### AIM OF THE EXERCISE:
Find the lines below in which the string "pinky" occurs. Copy each one.

### THE DATA:
--- --- ---

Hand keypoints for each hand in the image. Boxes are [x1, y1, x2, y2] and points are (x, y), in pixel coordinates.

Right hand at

--- --- ---

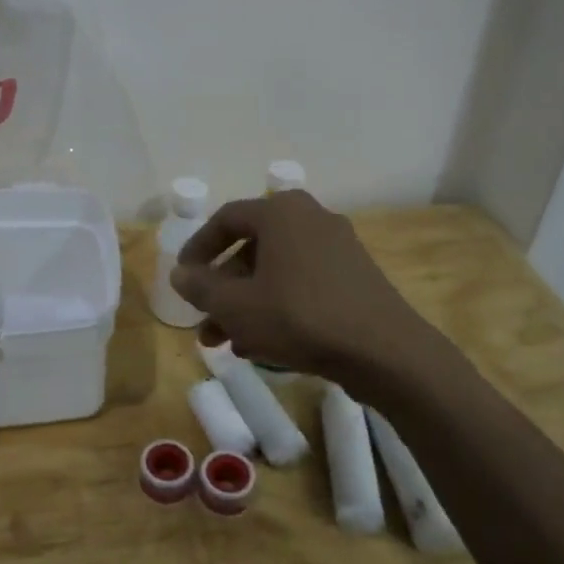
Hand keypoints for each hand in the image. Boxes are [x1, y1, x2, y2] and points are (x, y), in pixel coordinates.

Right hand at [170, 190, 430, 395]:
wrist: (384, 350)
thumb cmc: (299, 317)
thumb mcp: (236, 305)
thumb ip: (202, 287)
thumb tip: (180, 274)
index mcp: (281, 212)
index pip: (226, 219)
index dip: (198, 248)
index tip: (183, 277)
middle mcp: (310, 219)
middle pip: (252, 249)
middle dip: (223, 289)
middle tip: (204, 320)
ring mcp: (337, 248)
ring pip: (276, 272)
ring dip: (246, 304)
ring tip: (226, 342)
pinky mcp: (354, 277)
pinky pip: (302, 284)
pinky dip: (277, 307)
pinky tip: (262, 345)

--- --- ---

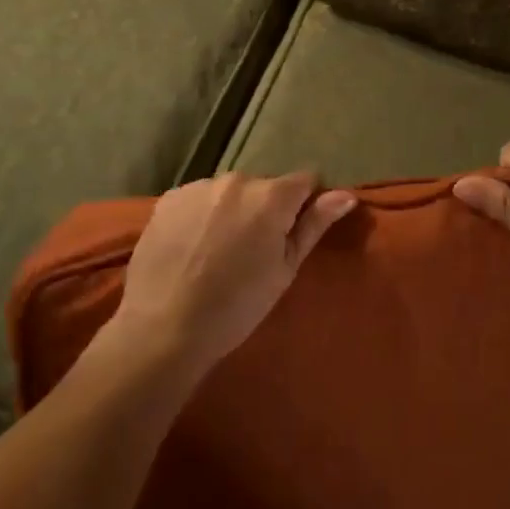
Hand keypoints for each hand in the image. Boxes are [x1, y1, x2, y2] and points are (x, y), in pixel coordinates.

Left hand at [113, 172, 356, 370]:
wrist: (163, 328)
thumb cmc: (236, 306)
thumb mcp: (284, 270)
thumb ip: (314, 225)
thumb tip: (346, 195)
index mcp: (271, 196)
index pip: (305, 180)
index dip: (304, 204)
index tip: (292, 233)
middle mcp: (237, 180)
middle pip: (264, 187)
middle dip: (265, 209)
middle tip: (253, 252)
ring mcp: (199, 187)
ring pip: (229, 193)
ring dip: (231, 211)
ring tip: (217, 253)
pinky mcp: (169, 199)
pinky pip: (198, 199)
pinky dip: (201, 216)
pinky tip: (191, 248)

--- --- ---

### SOLUTION BELOW:
pinky mcp: (354, 277)
pinky pip: (302, 284)
pinky dip: (277, 307)
pinky tip: (262, 345)
pinky mcp: (169, 199)
pinky pip: (198, 199)
pinky dip: (201, 216)
pinky tip: (191, 248)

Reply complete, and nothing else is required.